Que si l'on découvre des mines si abondantes qu'elles donnent plus de profit, plus elles seront abondantes, plus tôt le profit finira.

Les Portugais ont trouvé tant d'or dans le Brésil2, qu'il faudra nécessairement que le profit des Espagnols diminue bientôt considérablement, et le leur aussi.

J'ai ouï plusieurs fois déplorer l'aveuglement du conseil de François Ier, qui rebuta Christophe Colomb qui lui proposoit les Indes 3 En vérité, on fit peut-être par imprudence une chose bien sage. L'Espagne a fait comme ce roi insensé qui demanda que tout ce qu'il toucheroit se convertît en or, et qui fut obligé de revenir aux dieux pour les prier de finir sa misère.

Les compagnies et les banques que plusieurs nations établirent achevèrent d'avilir l'or et l'argent dans leur qualité de signe : car, par de nouvelles fictions, ils multiplièrent tellement les signes des denrées, que l'or et l'argent ne firent plus cet office qu'en partie, et en devinrent moins précieux.

Ainsi le crédit public leur tint lieu de mines, et diminua encore le profit que les Espagnols tiroient des leurs.

Il est vrai que, par le commerce que les Hollandois firent dans les Indes orientales, ils donnèrent quelque prix à la marchandise des Espagnols: car, comme ils portèrent de l'argent pour troquer contre les marchandises de l'Orient, ils soulagèrent en Europe les Espagnols d'une partie de leurs denrées qui y abondoient trop.

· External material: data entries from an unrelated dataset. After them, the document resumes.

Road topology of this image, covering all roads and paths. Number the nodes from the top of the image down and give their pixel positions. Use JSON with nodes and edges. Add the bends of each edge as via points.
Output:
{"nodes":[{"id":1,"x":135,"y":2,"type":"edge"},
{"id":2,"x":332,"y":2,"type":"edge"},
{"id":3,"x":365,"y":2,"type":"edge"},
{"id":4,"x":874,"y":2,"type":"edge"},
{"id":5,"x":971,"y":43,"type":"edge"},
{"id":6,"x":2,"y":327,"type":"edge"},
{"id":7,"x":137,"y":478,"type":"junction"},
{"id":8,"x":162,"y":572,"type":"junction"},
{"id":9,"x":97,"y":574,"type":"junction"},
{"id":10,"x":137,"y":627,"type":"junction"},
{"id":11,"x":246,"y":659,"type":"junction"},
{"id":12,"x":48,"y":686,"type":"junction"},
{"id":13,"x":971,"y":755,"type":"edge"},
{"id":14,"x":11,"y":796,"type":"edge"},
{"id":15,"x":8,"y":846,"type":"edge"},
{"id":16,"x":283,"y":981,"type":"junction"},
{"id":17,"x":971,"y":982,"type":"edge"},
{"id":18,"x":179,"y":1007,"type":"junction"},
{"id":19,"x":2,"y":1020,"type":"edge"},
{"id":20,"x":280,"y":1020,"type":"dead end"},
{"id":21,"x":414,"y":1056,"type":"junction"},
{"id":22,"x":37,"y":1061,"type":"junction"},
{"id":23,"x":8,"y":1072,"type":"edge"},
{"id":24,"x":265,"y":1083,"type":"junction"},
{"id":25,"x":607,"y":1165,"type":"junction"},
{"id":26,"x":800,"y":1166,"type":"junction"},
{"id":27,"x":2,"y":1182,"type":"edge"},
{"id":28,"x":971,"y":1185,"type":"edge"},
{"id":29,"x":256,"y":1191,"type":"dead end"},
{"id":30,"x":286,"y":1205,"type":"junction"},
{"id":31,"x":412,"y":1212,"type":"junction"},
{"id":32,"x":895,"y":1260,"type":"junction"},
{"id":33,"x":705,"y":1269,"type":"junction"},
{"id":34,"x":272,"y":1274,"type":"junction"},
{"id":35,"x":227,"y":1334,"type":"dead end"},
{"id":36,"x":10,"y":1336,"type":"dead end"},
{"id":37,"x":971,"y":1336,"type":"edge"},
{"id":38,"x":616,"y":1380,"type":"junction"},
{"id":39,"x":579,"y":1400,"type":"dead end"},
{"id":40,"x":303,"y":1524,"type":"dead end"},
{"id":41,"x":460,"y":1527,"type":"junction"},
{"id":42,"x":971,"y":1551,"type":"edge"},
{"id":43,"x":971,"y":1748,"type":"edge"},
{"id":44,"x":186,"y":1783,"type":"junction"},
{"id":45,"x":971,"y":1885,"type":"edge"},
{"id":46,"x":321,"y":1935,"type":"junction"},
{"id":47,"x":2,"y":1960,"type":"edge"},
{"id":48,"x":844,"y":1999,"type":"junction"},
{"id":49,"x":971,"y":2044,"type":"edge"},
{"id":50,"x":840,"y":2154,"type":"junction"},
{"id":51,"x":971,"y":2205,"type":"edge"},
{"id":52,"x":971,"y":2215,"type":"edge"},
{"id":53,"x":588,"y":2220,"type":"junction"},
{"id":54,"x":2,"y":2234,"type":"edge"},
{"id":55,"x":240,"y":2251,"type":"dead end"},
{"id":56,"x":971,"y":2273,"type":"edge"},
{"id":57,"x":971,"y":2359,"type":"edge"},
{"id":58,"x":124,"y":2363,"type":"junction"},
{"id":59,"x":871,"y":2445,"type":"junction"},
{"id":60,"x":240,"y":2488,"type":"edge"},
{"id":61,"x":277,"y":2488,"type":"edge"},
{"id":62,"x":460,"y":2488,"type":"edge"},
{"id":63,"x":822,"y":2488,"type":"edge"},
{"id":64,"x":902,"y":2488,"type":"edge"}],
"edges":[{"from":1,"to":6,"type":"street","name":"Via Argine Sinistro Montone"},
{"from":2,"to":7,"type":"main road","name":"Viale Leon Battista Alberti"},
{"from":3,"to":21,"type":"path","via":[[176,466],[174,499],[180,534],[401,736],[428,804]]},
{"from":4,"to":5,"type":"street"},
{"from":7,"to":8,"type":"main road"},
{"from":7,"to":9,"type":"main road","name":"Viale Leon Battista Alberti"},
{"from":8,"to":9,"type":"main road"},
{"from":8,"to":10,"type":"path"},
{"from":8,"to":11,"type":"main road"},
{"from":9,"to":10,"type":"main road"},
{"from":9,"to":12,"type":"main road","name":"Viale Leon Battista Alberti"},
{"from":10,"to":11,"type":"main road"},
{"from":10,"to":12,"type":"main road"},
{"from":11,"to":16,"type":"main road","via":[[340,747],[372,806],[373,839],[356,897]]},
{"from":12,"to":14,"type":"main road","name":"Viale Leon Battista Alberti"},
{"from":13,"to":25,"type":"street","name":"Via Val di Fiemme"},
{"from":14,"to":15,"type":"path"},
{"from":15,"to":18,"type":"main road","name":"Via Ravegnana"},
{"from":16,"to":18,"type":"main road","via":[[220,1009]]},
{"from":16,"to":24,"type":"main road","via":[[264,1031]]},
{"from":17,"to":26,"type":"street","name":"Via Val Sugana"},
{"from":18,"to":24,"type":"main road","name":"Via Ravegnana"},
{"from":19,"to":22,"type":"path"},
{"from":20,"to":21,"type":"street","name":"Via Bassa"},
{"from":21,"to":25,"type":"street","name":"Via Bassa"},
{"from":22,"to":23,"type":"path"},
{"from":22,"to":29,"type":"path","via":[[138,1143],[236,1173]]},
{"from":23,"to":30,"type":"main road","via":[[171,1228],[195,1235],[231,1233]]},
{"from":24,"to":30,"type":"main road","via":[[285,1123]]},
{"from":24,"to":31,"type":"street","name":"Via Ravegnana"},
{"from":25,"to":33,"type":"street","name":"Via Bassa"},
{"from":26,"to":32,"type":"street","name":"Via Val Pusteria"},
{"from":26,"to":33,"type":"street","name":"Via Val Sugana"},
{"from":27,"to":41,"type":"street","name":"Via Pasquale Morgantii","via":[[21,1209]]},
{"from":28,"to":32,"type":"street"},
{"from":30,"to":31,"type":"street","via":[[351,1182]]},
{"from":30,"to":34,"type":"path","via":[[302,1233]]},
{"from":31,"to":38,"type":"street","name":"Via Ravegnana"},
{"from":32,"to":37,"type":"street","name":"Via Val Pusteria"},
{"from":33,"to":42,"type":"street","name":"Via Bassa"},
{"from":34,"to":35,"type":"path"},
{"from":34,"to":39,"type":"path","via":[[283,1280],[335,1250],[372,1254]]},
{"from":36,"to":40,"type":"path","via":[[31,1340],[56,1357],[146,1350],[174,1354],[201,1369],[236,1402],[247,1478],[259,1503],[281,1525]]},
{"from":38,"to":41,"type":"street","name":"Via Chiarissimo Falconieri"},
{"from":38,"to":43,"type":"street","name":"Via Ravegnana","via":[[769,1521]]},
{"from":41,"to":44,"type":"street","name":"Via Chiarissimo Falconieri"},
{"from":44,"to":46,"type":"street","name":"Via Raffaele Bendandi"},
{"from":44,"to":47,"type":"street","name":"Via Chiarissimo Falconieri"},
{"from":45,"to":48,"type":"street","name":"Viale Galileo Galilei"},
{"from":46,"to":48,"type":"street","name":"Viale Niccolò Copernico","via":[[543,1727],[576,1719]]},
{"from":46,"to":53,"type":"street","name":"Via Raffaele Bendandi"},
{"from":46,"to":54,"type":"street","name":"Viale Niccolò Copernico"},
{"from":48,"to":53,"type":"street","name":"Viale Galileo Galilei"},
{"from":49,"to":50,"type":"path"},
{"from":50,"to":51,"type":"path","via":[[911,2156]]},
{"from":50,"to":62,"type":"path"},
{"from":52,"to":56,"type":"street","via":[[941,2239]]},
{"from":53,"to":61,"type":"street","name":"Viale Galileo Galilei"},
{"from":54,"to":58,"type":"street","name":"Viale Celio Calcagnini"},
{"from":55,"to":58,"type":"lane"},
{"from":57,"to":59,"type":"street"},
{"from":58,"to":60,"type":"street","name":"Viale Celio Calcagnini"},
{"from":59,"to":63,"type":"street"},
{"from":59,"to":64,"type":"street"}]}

Et ce commerce, qui ne semble regarder qu'indirectement l'Espagne, lui est avantageux comme aux nations mêmes qui le font.

1. Voy. les Voyages de Frézier.

2. Suivant milord Anson, l'Europe reçoit du Brésil tous les ans pour deux millions sterling en or, que l'on trouve dans le sable au pied des montagnes, ou dans le lit des rivières. Lorsque je fis le petit ouvrage dont j'ai parlé dans la première note de ce chapitre, il s'en falloit bien que les retours du Brésil fussent un objet aussi important qu'il l'est aujourd'hui.

3. Lorsque Colomb fit ses propositions, François Ier n'étoit pas né. Colomb ne prétendoit point aller dans l'Inde, mais trouver des terres sur le chemin de l'Inde, d'occident en orient. (ÉD.)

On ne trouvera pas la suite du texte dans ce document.